In lower Manhattan, there was no calm before the storm. The radio blared over the intercom, warning residents to prepare for “the worst”; people elbowed their way through the grocery isles, stocking up on the last of the bottled water, candles and matches; customers stood in lines snaking out the door and around the block, feeling the increasing tension in the air—a fear of something unknown yet about to unfold.
Uptown Refugee
by Rudy Shaffer
First Year GPIA
I grabbed my toothbrush, some clothes, my computer, and one of the last cabs heading uptown. Luckily I was able to stay with friends on the Upper West Side—and the storm missed us as it blew through. But I couldn’t just pack up and head for home.
As a new New Yorker, I’d spent very little time above 34th Street, so my friends’ apartment at 72nd and Broadway seemed like a foreign country. Within the week, the Upper West Side was mostly back to its normal routine—except that the population had doubled. Hundreds of downtowners had been displaced. Restless hurricane refugees were squished into studio apartments and overflowing out onto the streets.
While Manhattanites live on the same island, we tend to stick close to home for goods and services: the market downstairs, the neighborhood coffee shop, the bodega on the corner. Navigating familiar territory is taking a shortcut through life—you know the quickest routes and shortest lines, and your barista fills your coffee order with a simple nod.
But when swaths of people are suddenly displaced to different neighborhoods, it is every refugee for himself. Walking along the Upper West Side, it was easy to pick out the refugees from the natives. Natives had dogs, knew their cashiers, and gathered on sidewalk corners to chat about how many of the less fortunate they had taken in during the storm—how much extra hair now clogged their shower drains and how many extra mouths they now had to feed.
Refugees roamed the streets, rumpled and disoriented, often glued to cellphones, their only connection to their old world: “No, I didn’t even bring a change of clothes”; “The air mattress is in the middle of their living room”; “Mom, I don’t know when I’ll be able to move back.” As word spread that most of Lower Manhattan was underwater, what was supposed to be just a pit stop turned into an extended stay. There are worse places to be camped out than the Upper West Side, but it’s not as glamorous as it sounds. Every single person who was encroaching on friends and loved ones for shelter, electricity, water, food, and warmth longed to go home.

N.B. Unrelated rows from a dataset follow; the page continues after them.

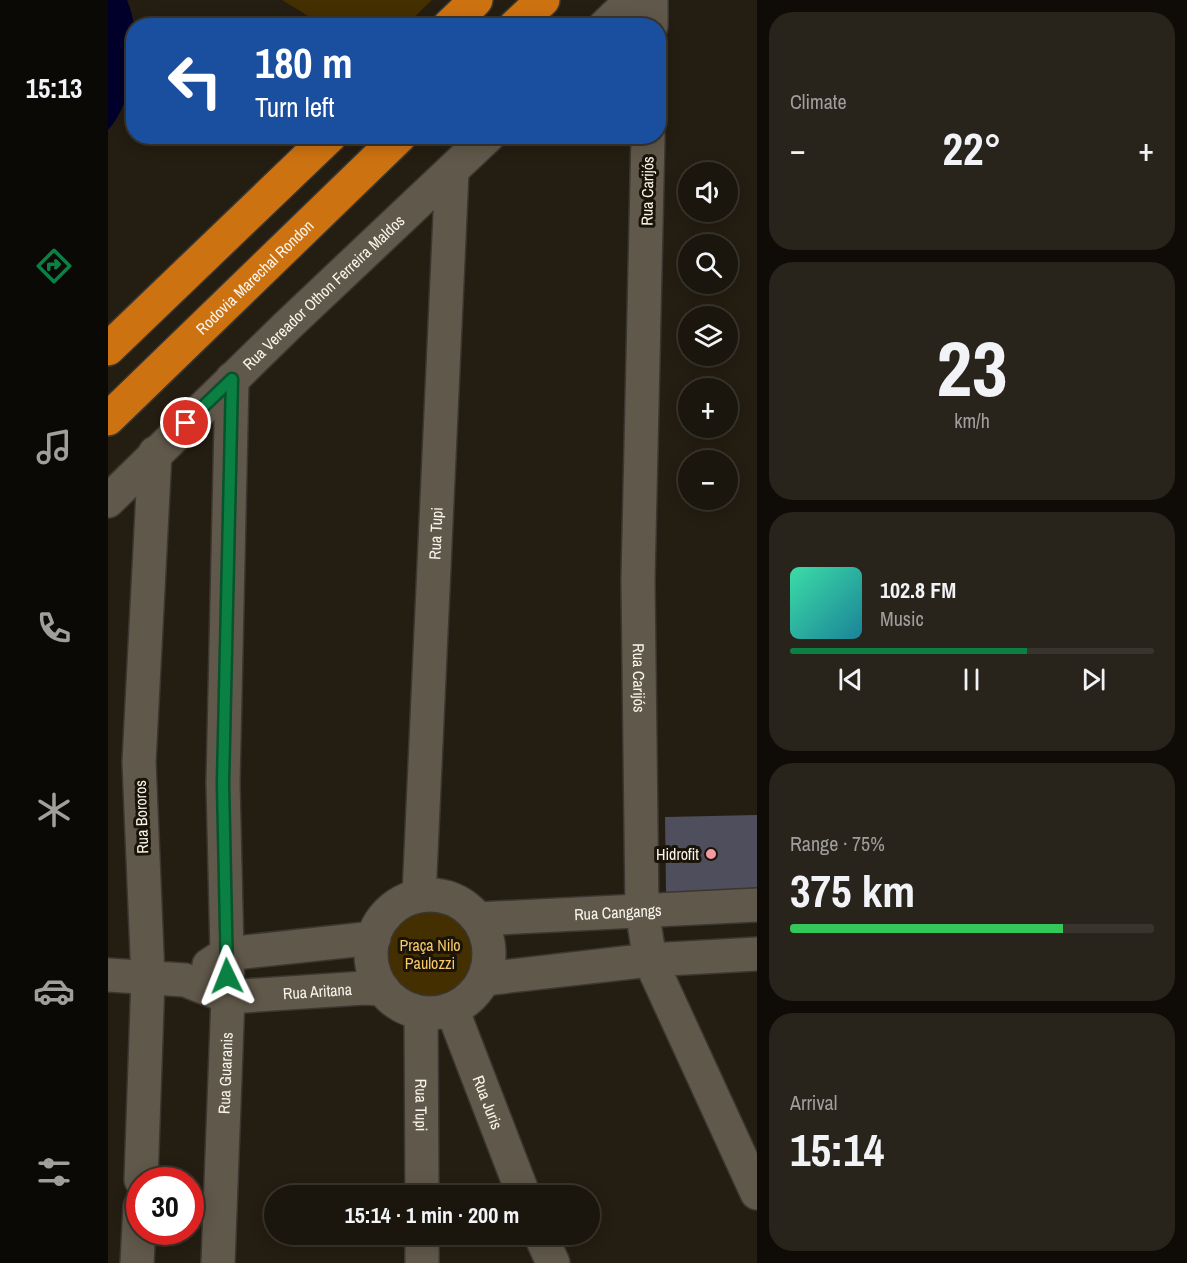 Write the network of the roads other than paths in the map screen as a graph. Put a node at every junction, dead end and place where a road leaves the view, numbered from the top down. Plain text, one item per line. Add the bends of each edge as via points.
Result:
1 (476, 0) edge
2 (543, 0) edge
3 (632, 0) edge
4 (651, 0) edge
5 (457, 18) edge
6 (524, 18) edge
7 (613, 18) edge
8 (651, 18) edge
9 (322, 144) edge
10 (392, 144) edge
11 (480, 144) edge
12 (648, 144) edge
13 (452, 171) junction
14 (108, 350) edge
15 (232, 379) junction
16 (108, 419) edge
17 (155, 453) junction
18 (108, 501) edge
19 (419, 896) junction
20 (756, 905) edge
21 (642, 911) junction
22 (478, 919) junction
23 (374, 938) junction
24 (226, 954) junction
25 (756, 954) edge
26 (650, 960) junction
27 (108, 975) edge
28 (148, 978) junction
29 (484, 979) junction
30 (184, 980) junction
31 (383, 989) junction
32 (228, 997) junction
33 (437, 1011) junction
34 (141, 1167) edge
35 (423, 1185) edge
36 (519, 1185) edge
37 (756, 1193) edge
38 (138, 1245) edge
39 (422, 1245) edge
40 (545, 1245) edge
41 (137, 1263) edge
42 (218, 1263) edge
43 (422, 1263) edge
44 (553, 1263) edge

1 - 5 highway
2 - 6 highway
3 - 7 street
4 - 8 street
9 - 14 highway
10 - 16 highway, Rodovia Marechal Rondon
11 - 13 street, Rua Vereador Othon Ferreira Maldos
12 - 21 street, Rua Carijós via 639,580
13 - 15 street, Rua Vereador Othon Ferreira Maldos
13 - 19 street, Rua Tupi
15 - 17 street, Rua Vereador Othon Ferreira Maldos
15 - 24 street, Rua Guaranis via 223,783
17 - 18 street, Rua Vereador Othon Ferreira Maldos
17 - 28 street, Rua Bororos via 139,762
19 - 22 street via 452,899
19 - 23 street via 391,910
20 - 21 street, Rua Cangangs
21 - 22 street, Rua Cangangs
21 - 26 street, Rua Carijós
22 - 29 street via 489,948
23 - 24 street
23 - 31 street via 373,964
24 - 30 street
24 - 32 street, Rua Guaranis
25 - 26 street
26 - 29 street
26 - 37 street, Rua Carijós
27 - 28 street, Rua Aritana
28 - 30 street, Rua Aritana
28 - 34 street, Rua Bororos
29 - 33 street via 474,994
30 - 32 street, Rua Aritana
31 - 32 street, Rua Aritana
31 - 33 street via 393,1000
32 - 42 street, Rua Guaranis
33 - 35 street, Rua Tupi
33 - 36 street, Rua Juris
38 - 41 street
39 - 43 street
40 - 44 street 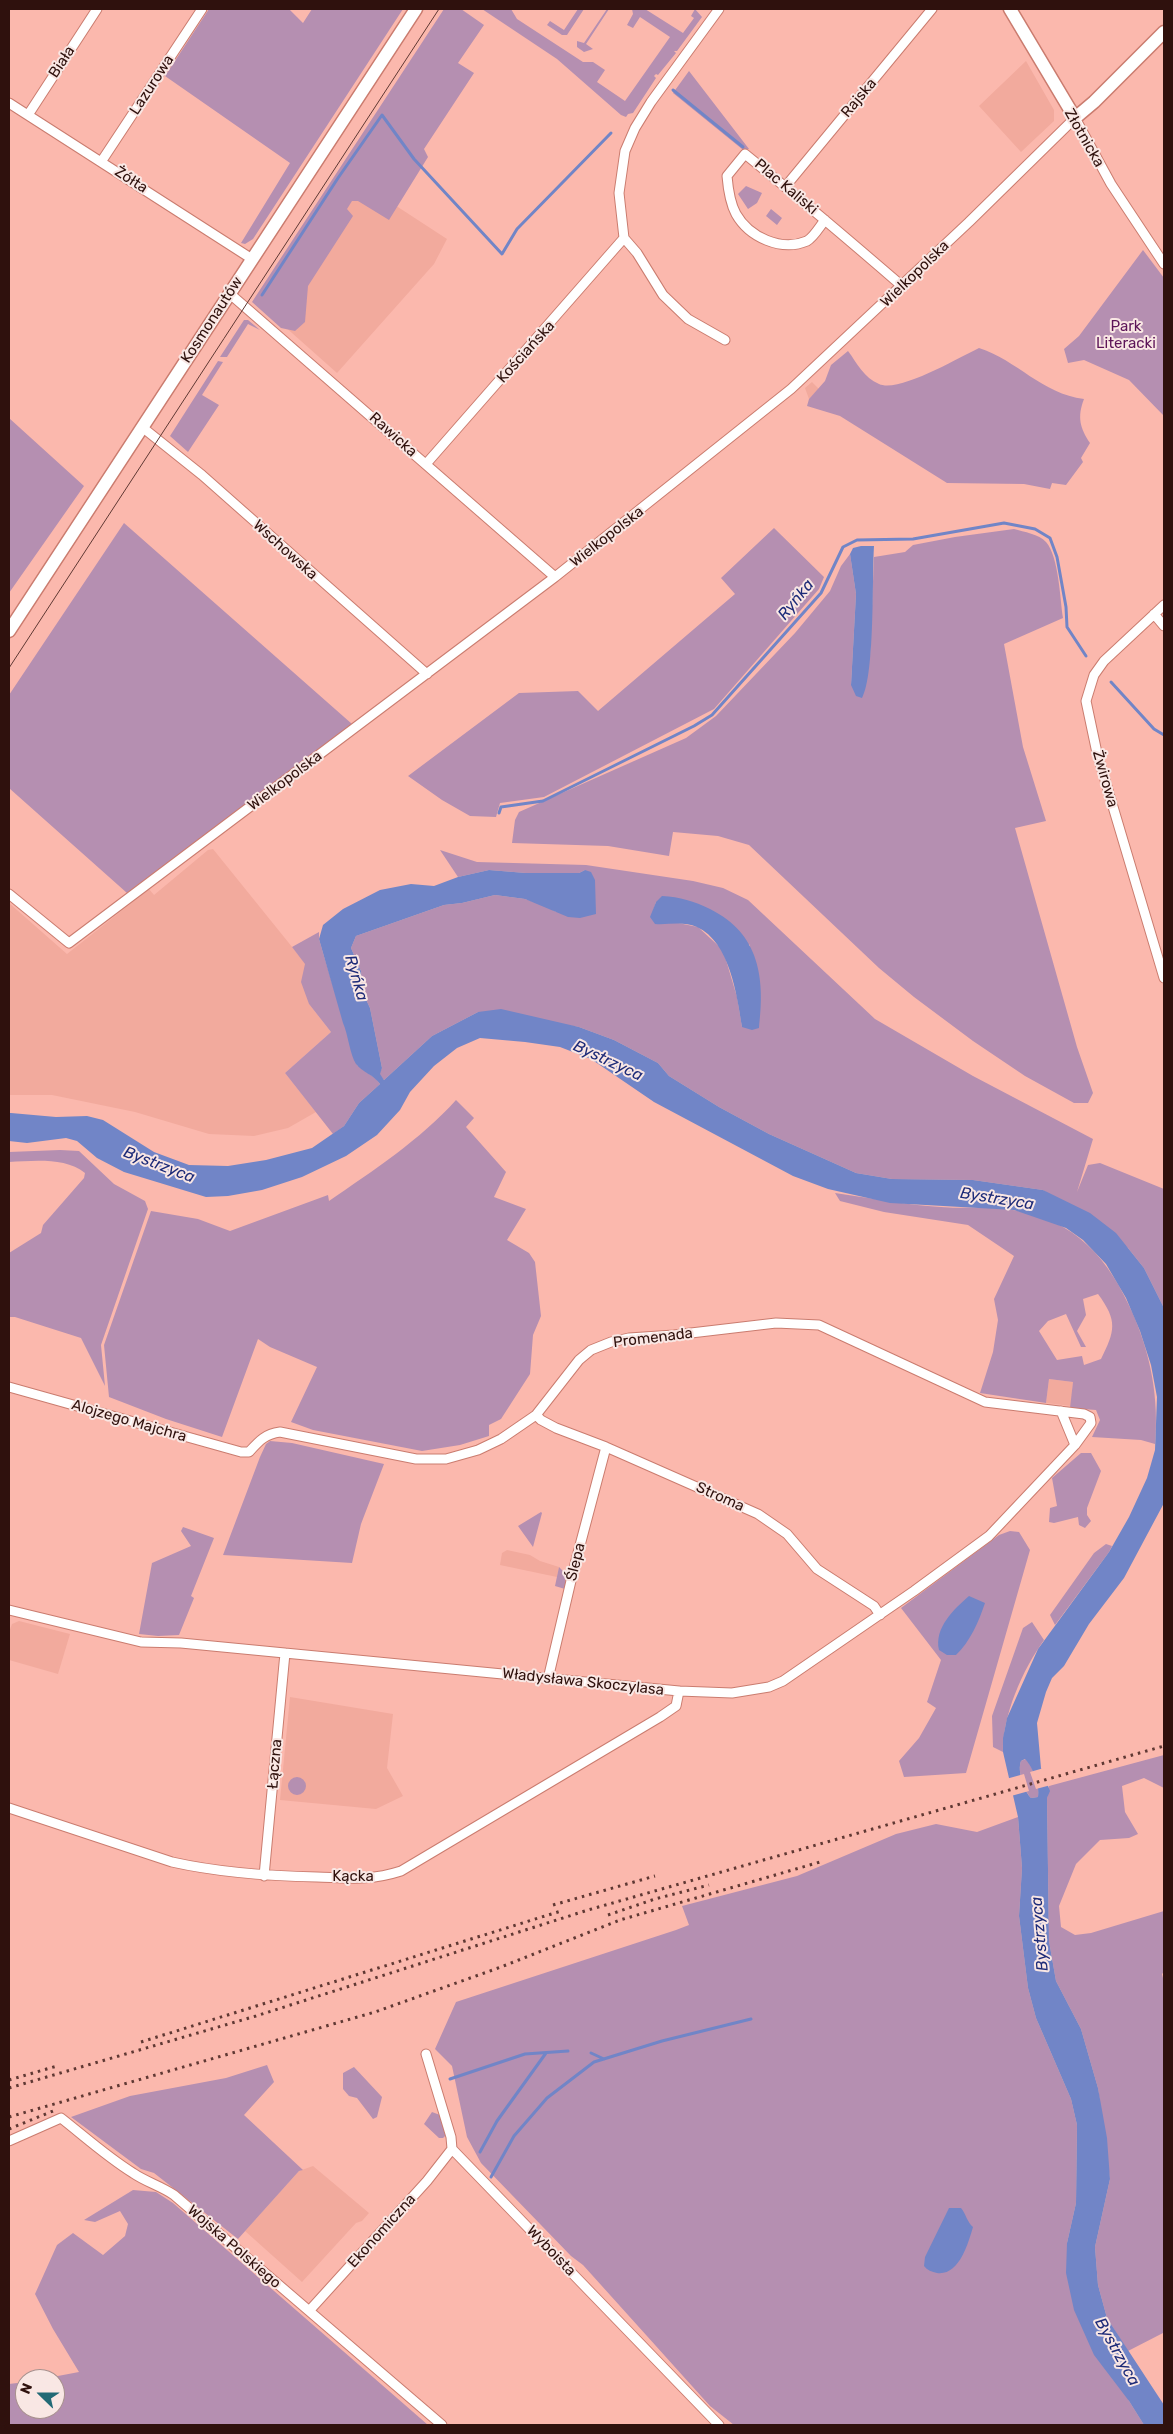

I felt disoriented and invisible to the daily hubbub that was taking place around me. At the grocery store, I didn’t realize that I was in the ten-items-or-less line as the cashier muttered something about too many groceries—I was busy worrying about what I was bringing back for my hosts. How could I replenish their tiny fridge without invading the shelves? I wanted to ask the grocer at Fairway where the stairs were, or if we could take our baskets and carts with groceries outside to peruse the produce before we make a final purchase? Two weeks went by and I never asked.
I felt like I needed to be thankful and to enjoy my time in a new part of town, but I couldn’t muster the energy or will power to morph into a tourist. I felt guilty for imposing. I felt detached from reality, and craved normalcy and my old routine.
As I lay on my air mattress at night, I couldn’t stop thinking: How long will this last? When will the lights come back on downtown? When will the trains start moving again? If I don’t stay here, where could I go? If I have to go somewhere else, how will I get there? How can I possibly repay my hosts for their hospitality? When will I get to move back into my apartment again? Is my apartment even okay? Do I even want to move back to my apartment? Do I even want to move back downtown? If I don’t move back downtown, where will I go?
Refugees around the world ask these kinds of questions every day. They live with fundamental uncertainty and lack a starting place to anchor a daily chain of decisions. Being displaced for two weeks felt like forever, but some refugees have been displaced for generations. While I would soon be able to return to my downtown home, many refugees never see their homes again. While I had the comfort of my friends and family just a phone call away, many refugees sever ties forever as they are forced scatter to the four winds.
I didn’t lose everything that I left behind, and I don’t have to rebuild or relocate. My flight was across town, not across a border or a continent or an ocean and into a strange land.
I did not experience the anxiety and suffering of the world’s refugees. But Hurricane Sandy left me with a snapshot of what it is like to be stranded by powers beyond my control, and empathy for anyone anywhere who has to grab a toothbrush and run into the unknown.